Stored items
+++++
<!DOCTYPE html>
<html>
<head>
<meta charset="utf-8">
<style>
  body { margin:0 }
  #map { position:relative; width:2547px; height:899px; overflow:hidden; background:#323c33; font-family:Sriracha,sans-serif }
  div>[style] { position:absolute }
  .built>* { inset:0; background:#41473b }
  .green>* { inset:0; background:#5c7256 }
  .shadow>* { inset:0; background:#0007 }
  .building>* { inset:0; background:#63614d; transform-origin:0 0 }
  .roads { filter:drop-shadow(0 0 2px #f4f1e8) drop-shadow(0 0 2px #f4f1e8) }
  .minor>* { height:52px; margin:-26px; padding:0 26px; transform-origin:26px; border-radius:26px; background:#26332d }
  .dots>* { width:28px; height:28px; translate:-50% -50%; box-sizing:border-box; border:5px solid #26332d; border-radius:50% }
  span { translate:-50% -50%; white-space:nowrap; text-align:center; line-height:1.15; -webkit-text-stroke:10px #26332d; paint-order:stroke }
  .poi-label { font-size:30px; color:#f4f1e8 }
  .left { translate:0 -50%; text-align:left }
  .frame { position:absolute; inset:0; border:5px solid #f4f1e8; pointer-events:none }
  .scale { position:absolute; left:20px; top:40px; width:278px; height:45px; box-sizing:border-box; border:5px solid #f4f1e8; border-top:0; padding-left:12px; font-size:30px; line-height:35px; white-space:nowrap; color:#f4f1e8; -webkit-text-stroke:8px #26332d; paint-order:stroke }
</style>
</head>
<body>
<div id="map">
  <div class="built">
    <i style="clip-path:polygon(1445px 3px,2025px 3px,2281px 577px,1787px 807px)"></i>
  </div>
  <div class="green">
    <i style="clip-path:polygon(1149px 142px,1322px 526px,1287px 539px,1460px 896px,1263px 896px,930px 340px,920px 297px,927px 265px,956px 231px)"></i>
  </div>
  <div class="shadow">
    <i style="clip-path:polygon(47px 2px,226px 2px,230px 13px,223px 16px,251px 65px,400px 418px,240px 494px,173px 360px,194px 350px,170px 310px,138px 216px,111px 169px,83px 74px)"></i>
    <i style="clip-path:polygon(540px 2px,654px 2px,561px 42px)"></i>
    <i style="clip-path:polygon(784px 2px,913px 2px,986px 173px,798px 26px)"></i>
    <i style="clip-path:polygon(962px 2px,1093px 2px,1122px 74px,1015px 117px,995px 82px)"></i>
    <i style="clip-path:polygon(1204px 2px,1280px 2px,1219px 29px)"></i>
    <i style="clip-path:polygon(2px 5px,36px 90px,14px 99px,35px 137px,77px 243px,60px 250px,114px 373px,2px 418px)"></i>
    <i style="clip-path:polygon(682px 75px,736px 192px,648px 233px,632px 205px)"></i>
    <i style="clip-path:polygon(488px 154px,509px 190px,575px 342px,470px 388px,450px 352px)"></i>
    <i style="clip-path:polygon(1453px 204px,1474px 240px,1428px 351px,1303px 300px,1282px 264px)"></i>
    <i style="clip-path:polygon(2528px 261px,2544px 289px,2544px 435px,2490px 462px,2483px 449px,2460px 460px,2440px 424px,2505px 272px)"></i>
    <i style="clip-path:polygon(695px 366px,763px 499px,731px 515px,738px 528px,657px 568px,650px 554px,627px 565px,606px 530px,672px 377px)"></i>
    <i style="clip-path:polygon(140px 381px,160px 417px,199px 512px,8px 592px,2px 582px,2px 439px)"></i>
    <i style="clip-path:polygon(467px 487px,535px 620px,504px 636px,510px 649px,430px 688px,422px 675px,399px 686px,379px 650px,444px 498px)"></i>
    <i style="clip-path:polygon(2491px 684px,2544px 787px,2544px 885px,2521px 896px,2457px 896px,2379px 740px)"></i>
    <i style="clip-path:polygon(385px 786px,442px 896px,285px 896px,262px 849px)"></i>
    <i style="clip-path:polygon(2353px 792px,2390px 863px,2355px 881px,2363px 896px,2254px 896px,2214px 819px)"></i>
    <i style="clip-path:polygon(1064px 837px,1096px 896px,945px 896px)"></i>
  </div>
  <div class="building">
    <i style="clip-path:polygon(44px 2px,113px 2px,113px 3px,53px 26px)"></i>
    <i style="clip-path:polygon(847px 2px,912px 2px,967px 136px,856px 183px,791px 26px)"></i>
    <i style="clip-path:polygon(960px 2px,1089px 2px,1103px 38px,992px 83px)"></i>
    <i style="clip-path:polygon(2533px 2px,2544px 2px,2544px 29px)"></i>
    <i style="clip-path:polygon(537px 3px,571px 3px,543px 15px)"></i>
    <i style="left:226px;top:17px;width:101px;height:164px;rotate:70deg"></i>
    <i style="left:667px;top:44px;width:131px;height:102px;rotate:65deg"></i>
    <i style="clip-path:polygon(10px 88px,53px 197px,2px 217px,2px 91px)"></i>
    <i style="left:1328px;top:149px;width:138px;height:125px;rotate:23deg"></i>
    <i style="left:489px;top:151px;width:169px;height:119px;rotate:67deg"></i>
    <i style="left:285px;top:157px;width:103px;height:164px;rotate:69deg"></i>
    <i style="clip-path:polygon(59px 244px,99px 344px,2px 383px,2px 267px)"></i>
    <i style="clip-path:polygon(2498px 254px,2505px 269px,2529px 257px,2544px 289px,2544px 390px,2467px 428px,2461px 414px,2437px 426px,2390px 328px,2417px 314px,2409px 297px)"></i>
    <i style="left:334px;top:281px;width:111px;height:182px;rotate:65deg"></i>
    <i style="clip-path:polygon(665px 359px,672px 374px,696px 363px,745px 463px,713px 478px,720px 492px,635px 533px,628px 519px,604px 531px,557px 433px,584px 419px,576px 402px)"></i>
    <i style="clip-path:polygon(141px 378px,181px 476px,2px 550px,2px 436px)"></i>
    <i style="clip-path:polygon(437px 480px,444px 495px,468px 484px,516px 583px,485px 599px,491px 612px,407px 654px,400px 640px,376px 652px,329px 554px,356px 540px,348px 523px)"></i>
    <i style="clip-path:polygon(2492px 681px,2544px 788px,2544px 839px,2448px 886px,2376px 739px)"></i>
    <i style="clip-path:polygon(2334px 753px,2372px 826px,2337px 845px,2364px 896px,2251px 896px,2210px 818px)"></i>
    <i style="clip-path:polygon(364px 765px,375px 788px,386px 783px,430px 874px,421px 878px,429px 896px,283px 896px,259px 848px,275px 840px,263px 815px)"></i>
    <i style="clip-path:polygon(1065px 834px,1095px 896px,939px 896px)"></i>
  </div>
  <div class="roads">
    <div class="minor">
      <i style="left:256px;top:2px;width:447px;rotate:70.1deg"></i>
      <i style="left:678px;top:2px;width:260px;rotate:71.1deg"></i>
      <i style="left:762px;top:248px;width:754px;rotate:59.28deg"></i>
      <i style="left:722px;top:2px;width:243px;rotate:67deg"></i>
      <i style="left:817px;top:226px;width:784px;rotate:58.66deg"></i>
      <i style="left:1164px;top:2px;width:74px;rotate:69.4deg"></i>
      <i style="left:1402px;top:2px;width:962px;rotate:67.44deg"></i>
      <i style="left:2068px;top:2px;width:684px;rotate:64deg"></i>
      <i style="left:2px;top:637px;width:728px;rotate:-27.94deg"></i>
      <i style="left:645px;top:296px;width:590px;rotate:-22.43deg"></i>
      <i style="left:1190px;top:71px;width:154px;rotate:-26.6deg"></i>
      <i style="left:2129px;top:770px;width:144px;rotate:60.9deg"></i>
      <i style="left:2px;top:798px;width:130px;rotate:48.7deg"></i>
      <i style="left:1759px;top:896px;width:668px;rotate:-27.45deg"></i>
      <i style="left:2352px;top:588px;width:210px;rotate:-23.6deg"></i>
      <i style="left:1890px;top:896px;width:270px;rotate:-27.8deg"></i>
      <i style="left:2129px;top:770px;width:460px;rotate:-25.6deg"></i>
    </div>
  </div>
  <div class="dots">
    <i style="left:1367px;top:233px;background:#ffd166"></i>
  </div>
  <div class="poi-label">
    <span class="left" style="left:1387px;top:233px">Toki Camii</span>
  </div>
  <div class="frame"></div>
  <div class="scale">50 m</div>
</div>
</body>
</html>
+++++
### Activity
Reply with one number: the count of lines in the entries that include the word "sizing".

### Solved problem
2